Negotiation in Different Cultures

In our increasingly globalized world, many businesses that used to be 100% local are outsourcing their needs to foreign firms and agencies. You probably have at least one or two suppliers, distributors, or customers overseas for whom English is not a first language. Then again, you could be negotiating with someone in your own city that doesn’t speak English as a first language.

 Getting Past Language Barriers

If clear communication is a challenge for you and one of your business contacts, here are a few words of advice to help you get on track with your language…

  • Avoid euphemisms and idioms. “The cat’s out of the bag” can be a very confusing way of letting a business contact know that one of your secrets has been made public knowledge. Avoid phrases like these when communicating with someone of a different cultural or ethnic background.
  • In Basic English, there are 850 words, only 18 of which are verbs. Don’t use big or impressive words – especially if they’re not particularly relevant to the line of work you and your business contact are in.
  • Keep your written and oral communication brief and to the point – even at the risk of overstating/oversimplifying.


The Negotiation Phase

Once you’re comfortable with communicating clearly, you can turn your attention to negotiating with the contact of a different background. In negotiating, body language goes a long way. Different cultures use body language in different ways. Understanding how your culture and how another person’s culture uses body language can eliminate the risk of offense and achieve results.


Here are a few examples of how body language varies from culture to culture:

  • In Asia, it’s common to avoid eye contact, as looking down is a sign of respect.
  • In Middle Eastern cultures, people of the same gender are likely to stand quite close to one another.
  • Crossing your legs while negotiating with someone of Islamic culture can be perceived as offensive.
  • Handshaking and touching is common in North America, France, and Italy, but these practices are much less common in Asia and northern Europe.
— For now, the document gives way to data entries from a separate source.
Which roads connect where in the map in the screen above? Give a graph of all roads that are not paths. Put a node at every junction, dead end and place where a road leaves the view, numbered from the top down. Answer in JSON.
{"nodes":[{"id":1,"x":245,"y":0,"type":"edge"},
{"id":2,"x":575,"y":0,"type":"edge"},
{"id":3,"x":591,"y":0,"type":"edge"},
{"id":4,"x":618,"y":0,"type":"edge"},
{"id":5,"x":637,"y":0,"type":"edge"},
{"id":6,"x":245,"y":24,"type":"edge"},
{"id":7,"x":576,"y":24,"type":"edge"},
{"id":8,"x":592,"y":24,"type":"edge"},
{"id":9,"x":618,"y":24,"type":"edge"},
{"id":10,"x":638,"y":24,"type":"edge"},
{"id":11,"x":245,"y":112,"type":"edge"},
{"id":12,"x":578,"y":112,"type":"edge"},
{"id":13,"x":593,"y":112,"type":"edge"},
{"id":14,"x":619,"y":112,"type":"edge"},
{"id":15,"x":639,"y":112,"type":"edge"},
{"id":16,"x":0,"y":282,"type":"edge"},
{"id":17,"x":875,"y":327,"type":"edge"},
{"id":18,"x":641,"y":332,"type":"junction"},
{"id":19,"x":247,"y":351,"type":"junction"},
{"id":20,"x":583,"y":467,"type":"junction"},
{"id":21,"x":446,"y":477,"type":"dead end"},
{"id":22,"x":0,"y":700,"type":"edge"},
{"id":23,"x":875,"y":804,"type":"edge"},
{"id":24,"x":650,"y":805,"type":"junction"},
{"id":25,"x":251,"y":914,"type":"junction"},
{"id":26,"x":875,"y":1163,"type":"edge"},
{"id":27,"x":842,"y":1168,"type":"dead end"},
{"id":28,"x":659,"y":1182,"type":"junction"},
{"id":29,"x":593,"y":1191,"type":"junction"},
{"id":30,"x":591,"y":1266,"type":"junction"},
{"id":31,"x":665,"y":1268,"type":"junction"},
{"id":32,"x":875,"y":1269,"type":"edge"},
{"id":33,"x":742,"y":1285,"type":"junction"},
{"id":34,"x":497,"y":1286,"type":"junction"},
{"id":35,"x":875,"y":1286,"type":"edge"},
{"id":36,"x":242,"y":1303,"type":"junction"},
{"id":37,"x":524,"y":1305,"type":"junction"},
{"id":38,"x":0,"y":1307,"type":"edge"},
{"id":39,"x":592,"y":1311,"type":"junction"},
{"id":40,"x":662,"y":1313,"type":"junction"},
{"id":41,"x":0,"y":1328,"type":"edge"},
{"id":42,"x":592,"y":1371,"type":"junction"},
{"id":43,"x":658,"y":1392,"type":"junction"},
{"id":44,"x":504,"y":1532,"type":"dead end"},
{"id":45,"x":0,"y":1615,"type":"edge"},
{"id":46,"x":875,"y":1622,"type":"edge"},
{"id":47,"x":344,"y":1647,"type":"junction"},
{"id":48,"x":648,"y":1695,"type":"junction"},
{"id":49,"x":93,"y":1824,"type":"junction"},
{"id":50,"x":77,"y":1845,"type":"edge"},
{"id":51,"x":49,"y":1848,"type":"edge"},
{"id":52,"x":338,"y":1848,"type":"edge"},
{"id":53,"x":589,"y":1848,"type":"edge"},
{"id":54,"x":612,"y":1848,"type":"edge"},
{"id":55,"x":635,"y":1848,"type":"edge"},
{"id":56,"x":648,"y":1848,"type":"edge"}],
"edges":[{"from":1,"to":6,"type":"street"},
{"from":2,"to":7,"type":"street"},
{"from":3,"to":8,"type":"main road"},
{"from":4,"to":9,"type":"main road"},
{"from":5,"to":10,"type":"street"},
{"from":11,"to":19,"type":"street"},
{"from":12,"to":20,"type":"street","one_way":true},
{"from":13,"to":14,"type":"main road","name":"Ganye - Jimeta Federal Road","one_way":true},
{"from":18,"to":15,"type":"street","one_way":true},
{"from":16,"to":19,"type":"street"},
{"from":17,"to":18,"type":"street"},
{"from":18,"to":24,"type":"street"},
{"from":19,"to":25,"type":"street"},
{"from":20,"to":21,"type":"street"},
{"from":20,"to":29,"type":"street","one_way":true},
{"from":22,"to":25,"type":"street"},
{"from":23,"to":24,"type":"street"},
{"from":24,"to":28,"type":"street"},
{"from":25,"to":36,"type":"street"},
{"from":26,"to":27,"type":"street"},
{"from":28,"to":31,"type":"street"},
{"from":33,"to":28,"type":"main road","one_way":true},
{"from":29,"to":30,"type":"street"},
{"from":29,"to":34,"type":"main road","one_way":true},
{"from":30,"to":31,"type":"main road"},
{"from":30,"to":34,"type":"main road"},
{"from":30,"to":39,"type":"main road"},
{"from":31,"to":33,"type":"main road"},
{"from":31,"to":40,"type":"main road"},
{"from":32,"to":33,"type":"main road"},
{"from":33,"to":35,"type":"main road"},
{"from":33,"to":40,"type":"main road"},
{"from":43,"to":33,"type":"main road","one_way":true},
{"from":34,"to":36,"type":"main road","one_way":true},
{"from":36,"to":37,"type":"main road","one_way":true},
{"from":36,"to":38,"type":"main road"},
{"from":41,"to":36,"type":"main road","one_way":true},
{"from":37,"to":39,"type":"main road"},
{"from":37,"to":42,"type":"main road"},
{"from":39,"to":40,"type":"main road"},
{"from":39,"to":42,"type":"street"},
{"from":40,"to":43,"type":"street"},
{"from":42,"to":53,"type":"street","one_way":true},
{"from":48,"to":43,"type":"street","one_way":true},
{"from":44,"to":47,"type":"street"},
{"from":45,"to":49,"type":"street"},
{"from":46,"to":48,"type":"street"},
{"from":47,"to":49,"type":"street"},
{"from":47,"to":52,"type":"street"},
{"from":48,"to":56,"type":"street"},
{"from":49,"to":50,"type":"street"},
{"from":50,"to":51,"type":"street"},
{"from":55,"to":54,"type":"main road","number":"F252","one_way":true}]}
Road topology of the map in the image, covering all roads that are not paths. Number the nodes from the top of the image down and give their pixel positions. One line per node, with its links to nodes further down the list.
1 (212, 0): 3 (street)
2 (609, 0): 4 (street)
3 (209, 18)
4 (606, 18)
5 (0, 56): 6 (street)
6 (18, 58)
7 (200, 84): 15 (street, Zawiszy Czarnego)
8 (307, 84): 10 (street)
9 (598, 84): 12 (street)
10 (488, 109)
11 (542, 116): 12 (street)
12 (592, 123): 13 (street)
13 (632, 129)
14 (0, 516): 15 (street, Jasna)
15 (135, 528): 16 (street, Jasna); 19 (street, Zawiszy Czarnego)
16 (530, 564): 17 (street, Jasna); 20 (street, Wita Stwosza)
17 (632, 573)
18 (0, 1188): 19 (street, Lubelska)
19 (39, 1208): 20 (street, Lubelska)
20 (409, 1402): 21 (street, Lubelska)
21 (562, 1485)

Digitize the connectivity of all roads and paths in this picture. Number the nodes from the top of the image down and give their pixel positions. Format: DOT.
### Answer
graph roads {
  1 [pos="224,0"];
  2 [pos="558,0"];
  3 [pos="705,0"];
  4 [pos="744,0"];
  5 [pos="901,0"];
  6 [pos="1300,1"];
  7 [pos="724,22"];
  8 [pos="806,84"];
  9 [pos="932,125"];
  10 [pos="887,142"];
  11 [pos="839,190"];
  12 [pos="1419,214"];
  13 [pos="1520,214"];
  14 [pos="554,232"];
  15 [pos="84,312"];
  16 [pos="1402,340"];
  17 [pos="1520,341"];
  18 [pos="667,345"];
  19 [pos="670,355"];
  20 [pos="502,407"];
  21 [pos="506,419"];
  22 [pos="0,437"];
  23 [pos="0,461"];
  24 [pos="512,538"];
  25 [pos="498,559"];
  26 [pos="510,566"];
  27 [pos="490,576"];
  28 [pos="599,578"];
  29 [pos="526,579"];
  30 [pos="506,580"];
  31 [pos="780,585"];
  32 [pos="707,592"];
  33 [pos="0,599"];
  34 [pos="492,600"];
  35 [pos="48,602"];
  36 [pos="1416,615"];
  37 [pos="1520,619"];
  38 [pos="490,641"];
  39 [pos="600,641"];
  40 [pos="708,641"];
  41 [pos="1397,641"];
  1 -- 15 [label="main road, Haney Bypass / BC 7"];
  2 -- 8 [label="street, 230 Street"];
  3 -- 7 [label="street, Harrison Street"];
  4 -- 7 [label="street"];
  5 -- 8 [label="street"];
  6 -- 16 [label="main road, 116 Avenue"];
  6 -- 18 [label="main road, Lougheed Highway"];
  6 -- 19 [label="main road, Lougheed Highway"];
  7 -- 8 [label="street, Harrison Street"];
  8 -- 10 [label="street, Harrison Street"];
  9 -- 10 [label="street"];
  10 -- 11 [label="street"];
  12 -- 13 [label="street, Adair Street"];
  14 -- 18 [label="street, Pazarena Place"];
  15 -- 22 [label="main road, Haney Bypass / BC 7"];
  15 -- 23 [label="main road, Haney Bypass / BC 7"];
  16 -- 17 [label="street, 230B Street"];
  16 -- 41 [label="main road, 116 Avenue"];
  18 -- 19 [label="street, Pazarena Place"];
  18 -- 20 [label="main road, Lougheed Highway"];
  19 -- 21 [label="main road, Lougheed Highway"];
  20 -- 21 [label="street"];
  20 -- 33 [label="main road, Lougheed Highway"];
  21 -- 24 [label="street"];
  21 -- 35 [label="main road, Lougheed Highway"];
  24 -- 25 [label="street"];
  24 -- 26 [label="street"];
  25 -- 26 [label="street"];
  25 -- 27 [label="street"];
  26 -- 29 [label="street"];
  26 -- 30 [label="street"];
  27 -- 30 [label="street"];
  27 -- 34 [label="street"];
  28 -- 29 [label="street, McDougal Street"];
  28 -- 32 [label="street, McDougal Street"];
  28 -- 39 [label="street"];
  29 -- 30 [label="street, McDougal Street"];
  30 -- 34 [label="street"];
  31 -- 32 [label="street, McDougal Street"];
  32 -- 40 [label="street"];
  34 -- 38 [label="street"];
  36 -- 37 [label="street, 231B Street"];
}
 We can’t highlight all of the body language differences between cultures in this post. Rather, the point is to give you some insight into a few types of body language you might not be aware of. Before negotiating with someone of a different culture or ethnic background, you should always do some preliminary research on body language.

As for the negotiation part, don’t be afraid of making your needs and desires known. However, express yourself with sensitivity to the other person’s cultural background. A little bit of willingness to learn about someone else can take you a long way!